NEW YORK — Mayor Bill de Blasio singled out “the Jewish community” for not practicing social distancing, claiming they endangered others’ lives. He followed up his smears by ordering the New York Police Department to step up patrols in Jewish neighborhoods in Brooklyn, home to Hasidic communities, to physically break up funerals and religious services and arrest those involved.
De Blasio’s comments came after more than 2,000 Orthodox Jews gathered in the Williamsburg area of Brooklyn to take part in the funeral for a prominent rabbi April 28. The mayor has since admitted that his office and the NYPD took part in planning the event in advance.
Under an agreement with the city, Orthodox synagogue leaders had organized for the family to gather at the synagogue while others gathered nearby to listen to the service over loudspeakers. As the funeral neared, cops breached the agreement and told the crowd no loudspeakers would be permitted, so people moved in toward the synagogue to hear the ceremony.
“When I heard I went there myself to ensure the crowd was dispersed,” de Blasio boasted. Video footage shows cops moving in and police sirens blasting, as cops broke up the peaceful gathering.
“My message to the Jewish community, and all communities, is this simple: the time for warnings has passed,” de Blasio threatened. “I have instructed the NYPD to proceed immediately to summons or even arrest those who gather in large groups.”
Earlier that day thousands in the city’s parks watched a flyover by military Thunderbirds and Blue Angels aircraft. Pictures in the press show many attending the event without observing much social distancing or being forced to do so by authorities.
Meets storm of criticism
De Blasio’s singling out New York’s 1-million-plus “Jewish community” for spreading coronavirus met widespread criticism for encouraging anti-Semitism among those who scapegoat Jews for today’s social crisis.
“This type of horrible stereotyping is dangerous and completely unacceptable at any time,” Ronald Lauder, president of the World Jewish Congress, said in an April 29 statement. The group said it would formally censure de Blasio for his remarks that “painted the Jewish community as lawbreakers and unconcerned about the city’s public health.”
Jonathan Greenblatt, CEO of the Anti-Defamation League, said de Blasio’s comments were “outrageous.”
Others, like New York Times writer Bari Weiss, claimed de Blasio was right to be angered by those attending the funeral, but criticized his comments for sending “an inadvertent message to anti-Semites that Jews were to blame.”
De Blasio hasn’t backed off. On April 29 he said his blaming of Jews was merely “love, but it was tough love.”
The following day he ordered cops to break up another Jewish funeral service in Brooklyn. They also raided two Brooklyn synagogues, driving worshippers out and issuing summonses. Cop cars from the Strategic Response Group, a rapid-deployment force used for civil unrest and crowd control, lined the main streets of Williamsburg’s Hasidic areas.
Since the pandemic began, New York cops have repeatedly broken up prayers and family gatherings in Jewish neighborhoods.

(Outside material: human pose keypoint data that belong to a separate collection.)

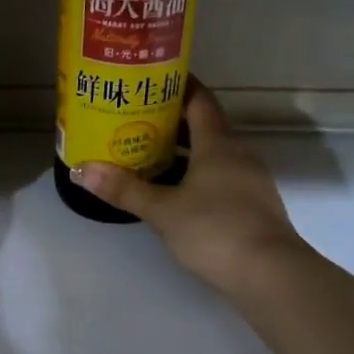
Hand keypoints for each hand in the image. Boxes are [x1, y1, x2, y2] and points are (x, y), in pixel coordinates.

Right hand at [73, 83, 305, 294]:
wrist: (271, 275)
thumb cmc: (215, 231)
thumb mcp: (162, 211)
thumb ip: (124, 189)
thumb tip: (82, 170)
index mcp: (218, 143)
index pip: (199, 99)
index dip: (177, 85)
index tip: (150, 79)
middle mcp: (238, 153)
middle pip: (205, 125)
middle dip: (172, 119)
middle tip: (136, 117)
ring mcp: (250, 180)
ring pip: (213, 153)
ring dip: (185, 150)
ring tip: (149, 152)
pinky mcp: (254, 206)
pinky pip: (221, 176)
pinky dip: (198, 174)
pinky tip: (177, 190)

De Blasio’s “words and actions must be denounced for what they are: anti-Semitism,” said Seth Galinsky, Socialist Workers Party candidate for U.S. Congress in New York’s 10th District, in a May 5 statement. Anti-Semitism, the socialist candidate explained, “invents a mythical scapegoat — the ‘evil Jewish capitalists’ — to take eyes off the real enemy: the capitalist system and its dog-eat-dog morality.”
Working people must condemn Jew-hatred “in all its ugly manifestations,” Galinsky urged. “Without this we will not be able to unite to defend our interests along the road to taking power out of the hands of the capitalist class.”

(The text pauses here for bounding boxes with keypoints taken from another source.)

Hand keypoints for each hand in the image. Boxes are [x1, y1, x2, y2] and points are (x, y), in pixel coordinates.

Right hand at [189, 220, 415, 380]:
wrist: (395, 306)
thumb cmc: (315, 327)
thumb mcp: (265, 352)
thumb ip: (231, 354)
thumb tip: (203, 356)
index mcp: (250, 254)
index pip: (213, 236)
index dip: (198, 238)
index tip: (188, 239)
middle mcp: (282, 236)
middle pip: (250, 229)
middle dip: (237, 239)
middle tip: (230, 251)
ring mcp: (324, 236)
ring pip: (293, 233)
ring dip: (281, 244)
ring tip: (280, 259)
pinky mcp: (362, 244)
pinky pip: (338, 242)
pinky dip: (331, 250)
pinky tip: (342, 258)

The targeting of Hasidic and Orthodox Jews for allegedly spreading a deadly virus comes in the midst of rising numbers of Jew-hating attacks in Brooklyn, the New York-New Jersey region and elsewhere.
In December three people were shot dead in an assault that targeted Jews shopping at the New Jersey Kosher Supermarket in Jersey City. Later in December a man broke into a rabbi’s home in Monsey, Rockland County, 25 miles north of New York City, where he used a machete to stab five Hasidic Jews. Anti-Semitic attacks here reached record numbers in 2019.